▸ WORK ITEM: In your copy, each line below is repeated exactly and no image appears.

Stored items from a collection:
- Opening Delimiter -

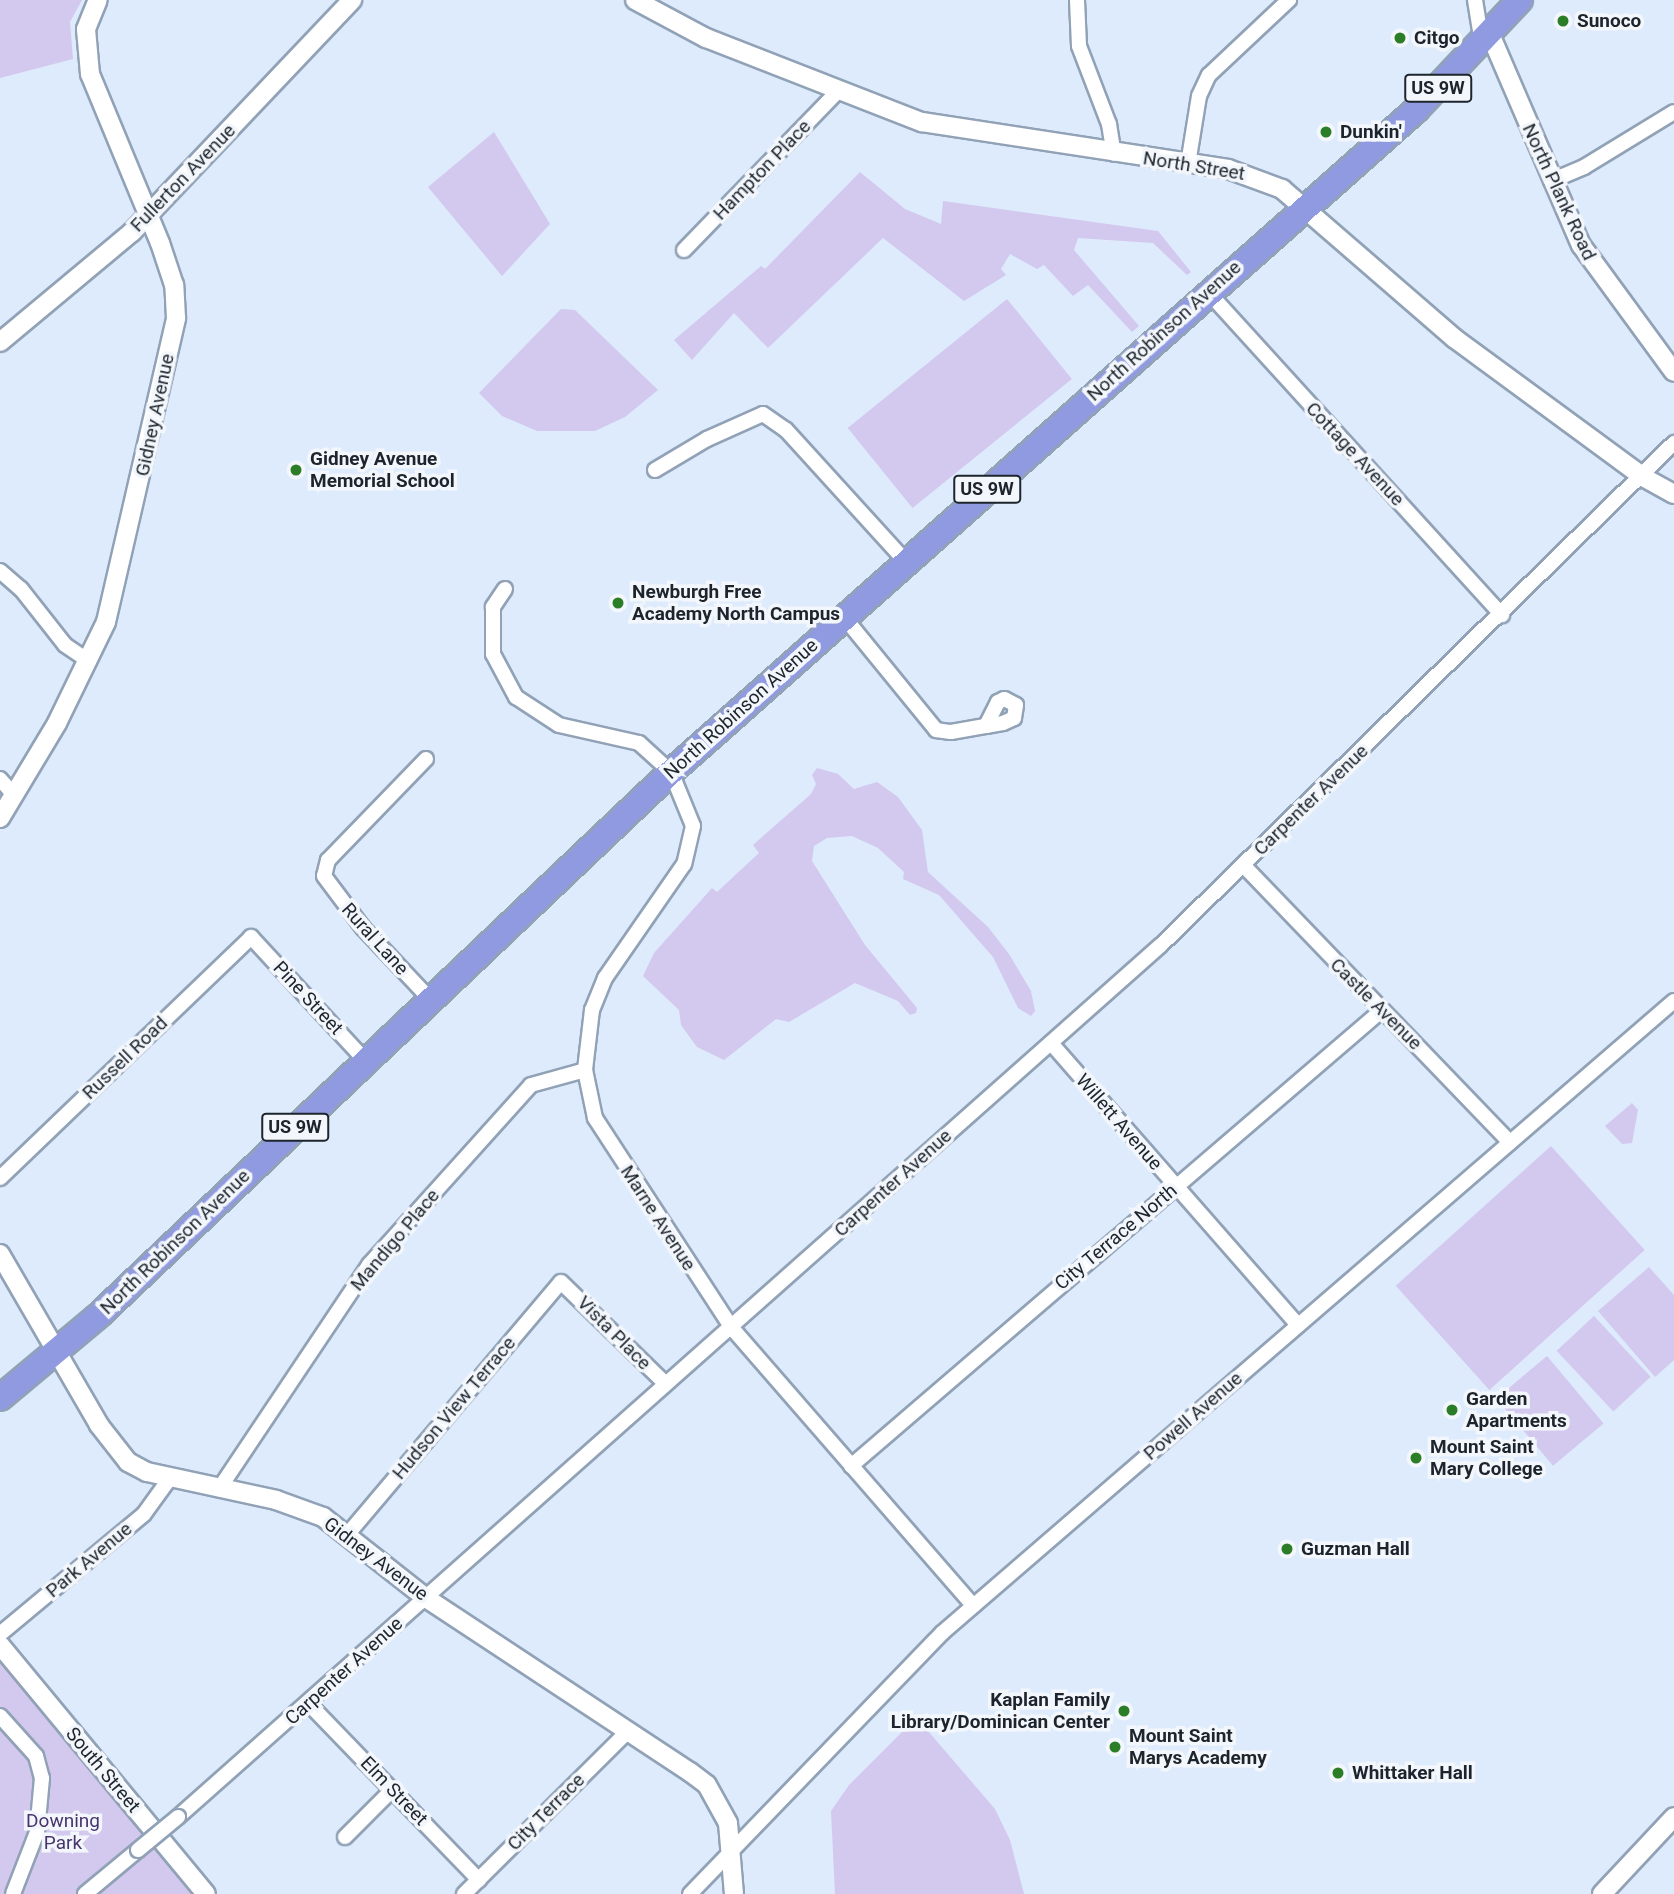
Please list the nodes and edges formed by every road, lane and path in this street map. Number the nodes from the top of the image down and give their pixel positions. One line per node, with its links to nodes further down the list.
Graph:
1 (98, 0): 15 (street, Gidney Avenue)
2 (352, 0): 15 (street, Fullerton Avenue)
3 (635, 0): 9 (street, North Street)
4 (1077, 0): 11 (street)
5 (1289, 0): 12 (street)
6 (1475, 0): 8 (street, North Plank Road)
7 (1520, 0): 8 (highway, North Robinson Avenue / US 9W)
8 (1486, 38): 13 (street, North Plank Road); 14 (highway, North Robinson Avenue / US 9W)
9 (839, 90): 11 (street, North Street); 16 (street, Hampton Place)
10 (1674, 112): 13 (street)
11 (1114, 153): 12 (street, North Street)
12 (1188, 164): 14 (street, North Street)
13 (1551, 181): 19 (street, North Plank Road)
14 (1306, 206): 17 (highway, North Robinson Avenue / US 9W); 22 (street, North Street)
15 (148, 215): 18 (street, Fullerton Avenue); 29 (street, Gidney Avenue)
16 (684, 250)
17 (1208, 292): 24 (highway, North Robinson Avenue / US 9W); 27 (street, Cottage Avenue)
18 (0, 342)
19 (1674, 373)
20 (1674, 443): 22 (street, Carpenter Avenue)
21 (655, 470): 24 (street)
22 (1643, 477): 23 (street, North Street); 27 (street, Carpenter Avenue)
23 (1674, 494)
24 (906, 562): 28 (highway, North Robinson Avenue / US 9W)
25 (0, 570): 29 (street)
26 (505, 589): 32 (street)
27 (1502, 615): 36 (street, Carpenter Avenue)
28 (844, 617): 30 (street); 32 (highway, North Robinson Avenue / US 9W)
29 (89, 661): 34 (street, Gidney Avenue)
30 (986, 726)
31 (426, 759): 38 (street, Rural Lane)
32 (671, 772): 38 (highway, North Robinson Avenue / US 9W); 43 (street, Marne Avenue)
33 (0, 779): 34 (street)
34 (14, 796): 35 (street, Gidney Avenue)
35 (0, 818)
36 (1244, 865): 40 (street, Castle Avenue); 41 (street, Carpenter Avenue)
37 (250, 937): 42 (street, Pine Street); 45 (street, Russell Road)
38 (430, 999): 42 (highway, North Robinson Avenue / US 9W)
39 (1674, 1001): 44 (street, Powell Avenue)
40 (1382, 1010): 44 (street, Castle Avenue); 46 (street, City Terrace North)
41 (1051, 1044): 46 (street, Willett Avenue); 50 (street, Carpenter Avenue)
42 (365, 1060): 51 (highway, North Robinson Avenue / US 9W)
43 (585, 1070): 50 (street, Marne Avenue); 56 (street, Mandigo Place)
44 (1510, 1143): 49 (street, Powell Avenue)
45 (0, 1178)
46 (1175, 1186): 49 (street, Willett Avenue); 54 (street, City Terrace North)
47 (0, 1254): 51 (street, Gidney Avenue)
48 (561, 1282): 52 (street, Vista Place); 57 (street, Hudson View Terrace)
49 (1298, 1325): 59 (street, Powell Avenue)
50 (731, 1327): 52 (street, Carpenter Avenue); 54 (street, Marne Avenue)
51 (57, 1350): 53 (highway, North Robinson Avenue / US 9W); 55 (street, Gidney Avenue)
52 (666, 1384): 58 (street, Carpenter Avenue)
53 (0, 1398)
54 (851, 1466): 59 (street, Marne Avenue)
55 (170, 1478): 56 (street, Gidney Avenue); 60 (street, Park Avenue)
56 (219, 1489): 57 (street, Gidney Avenue)
57 (347, 1535): 58 (street, Gidney Avenue)
58 (426, 1598): 62 (street, Carpenter Avenue); 64 (street, Gidney Avenue)
59 (973, 1605): 68 (street, Powell Avenue)
60 (0, 1634)
61 (0, 1646): 72 (street, South Street)
62 (308, 1703): 65 (street, Elm Street); 71 (street, Carpenter Avenue, bridge)
63 (0, 1716): 70 (street)
64 (628, 1731): 68 (street, Gidney Avenue); 69 (street, City Terrace)
65 (392, 1790): 67 (street); 69 (street, Elm Street)
66 (1674, 1817): 76 (street)
67 (345, 1837)
68 (732, 1852): 74 (street, Powell Avenue); 75 (street, Gidney Avenue)
69 (479, 1880): 73 (street, City Terrace)
70 (13, 1894)
71 (85, 1894)
72 (206, 1894)
73 (464, 1894)
74 (690, 1894)
75 (734, 1894)
76 (1602, 1894)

- Closing Delimiter -

▸ YOUR RESPONSE:
Please list the nodes and edges formed by every road, lane and path in this street map. Number the nodes from the top of the image down and give their pixel positions. One line per node, with its links to nodes further down the list.
Graph:
1 (98, 0): 15 (street, Gidney Avenue)
2 (352, 0): 15 (street, Fullerton Avenue)
3 (635, 0): 9 (street, North Street)
4 (1077, 0): 11 (street)
5 (1289, 0): 12 (street)
6 (1475, 0): 8 (street, North Plank Road)
7 (1520, 0): 8 (highway, North Robinson Avenue / US 9W)
8 (1486, 38): 13 (street, North Plank Road); 14 (highway, North Robinson Avenue / US 9W)
9 (839, 90): 11 (street, North Street); 16 (street, Hampton Place)
10 (1674, 112): 13 (street)
11 (1114, 153): 12 (street, North Street)
12 (1188, 164): 14 (street, North Street)
13 (1551, 181): 19 (street, North Plank Road)
14 (1306, 206): 17 (highway, North Robinson Avenue / US 9W); 22 (street, North Street)
15 (148, 215): 18 (street, Fullerton Avenue); 29 (street, Gidney Avenue)
16 (684, 250)
17 (1208, 292): 24 (highway, North Robinson Avenue / US 9W); 27 (street, Cottage Avenue)
18 (0, 342)
19 (1674, 373)
20 (1674, 443): 22 (street, Carpenter Avenue)
21 (655, 470): 24 (street)
22 (1643, 477): 23 (street, North Street); 27 (street, Carpenter Avenue)
23 (1674, 494)
24 (906, 562): 28 (highway, North Robinson Avenue / US 9W)
25 (0, 570): 29 (street)
26 (505, 589): 32 (street)
27 (1502, 615): 36 (street, Carpenter Avenue)
28 (844, 617): 30 (street); 32 (highway, North Robinson Avenue / US 9W)
29 (89, 661): 34 (street, Gidney Avenue)
30 (986, 726)
31 (426, 759): 38 (street, Rural Lane)
32 (671, 772): 38 (highway, North Robinson Avenue / US 9W); 43 (street, Marne Avenue)
33 (0, 779): 34 (street)
34 (14, 796): 35 (street, Gidney Avenue)
35 (0, 818)
36 (1244, 865): 40 (street, Castle Avenue); 41 (street, Carpenter Avenue)
37 (250, 937): 42 (street, Pine Street); 45 (street, Russell Road)
38 (430, 999): 42 (highway, North Robinson Avenue / US 9W)
39 (1674, 1001): 44 (street, Powell Avenue)
40 (1382, 1010): 44 (street, Castle Avenue); 46 (street, City Terrace North)
41 (1051, 1044): 46 (street, Willett Avenue); 50 (street, Carpenter Avenue)
42 (365, 1060): 51 (highway, North Robinson Avenue / US 9W)
43 (585, 1070): 50 (street, Marne Avenue); 56 (street, Mandigo Place)
44 (1510, 1143): 49 (street, Powell Avenue)
45 (0, 1178)
46 (1175, 1186): 49 (street, Willett Avenue); 54 (street, City Terrace North)
47 (0, 1254): 51 (street, Gidney Avenue)
48 (561, 1282): 52 (street, Vista Place); 57 (street, Hudson View Terrace)
49 (1298, 1325): 59 (street, Powell Avenue)
50 (731, 1327): 52 (street, Carpenter Avenue); 54 (street, Marne Avenue)
51 (57, 1350): 53 (highway, North Robinson Avenue / US 9W); 55 (street, Gidney Avenue)
52 (666, 1384): 58 (street, Carpenter Avenue)
53 (0, 1398)
54 (851, 1466): 59 (street, Marne Avenue)
55 (170, 1478): 56 (street, Gidney Avenue); 60 (street, Park Avenue)
56 (219, 1489): 57 (street, Gidney Avenue)
57 (347, 1535): 58 (street, Gidney Avenue)
58 (426, 1598): 62 (street, Carpenter Avenue); 64 (street, Gidney Avenue)
59 (973, 1605): 68 (street, Powell Avenue)
60 (0, 1634)
61 (0, 1646): 72 (street, South Street)
62 (308, 1703): 65 (street, Elm Street); 71 (street, Carpenter Avenue, bridge)
63 (0, 1716): 70 (street)
64 (628, 1731): 68 (street, Gidney Avenue); 69 (street, City Terrace)
65 (392, 1790): 67 (street); 69 (street, Elm Street)
66 (1674, 1817): 76 (street)
67 (345, 1837)
68 (732, 1852): 74 (street, Powell Avenue); 75 (street, Gidney Avenue)
69 (479, 1880): 73 (street, City Terrace)
70 (13, 1894)
71 (85, 1894)
72 (206, 1894)
73 (464, 1894)
74 (690, 1894)
75 (734, 1894)
76 (1602, 1894)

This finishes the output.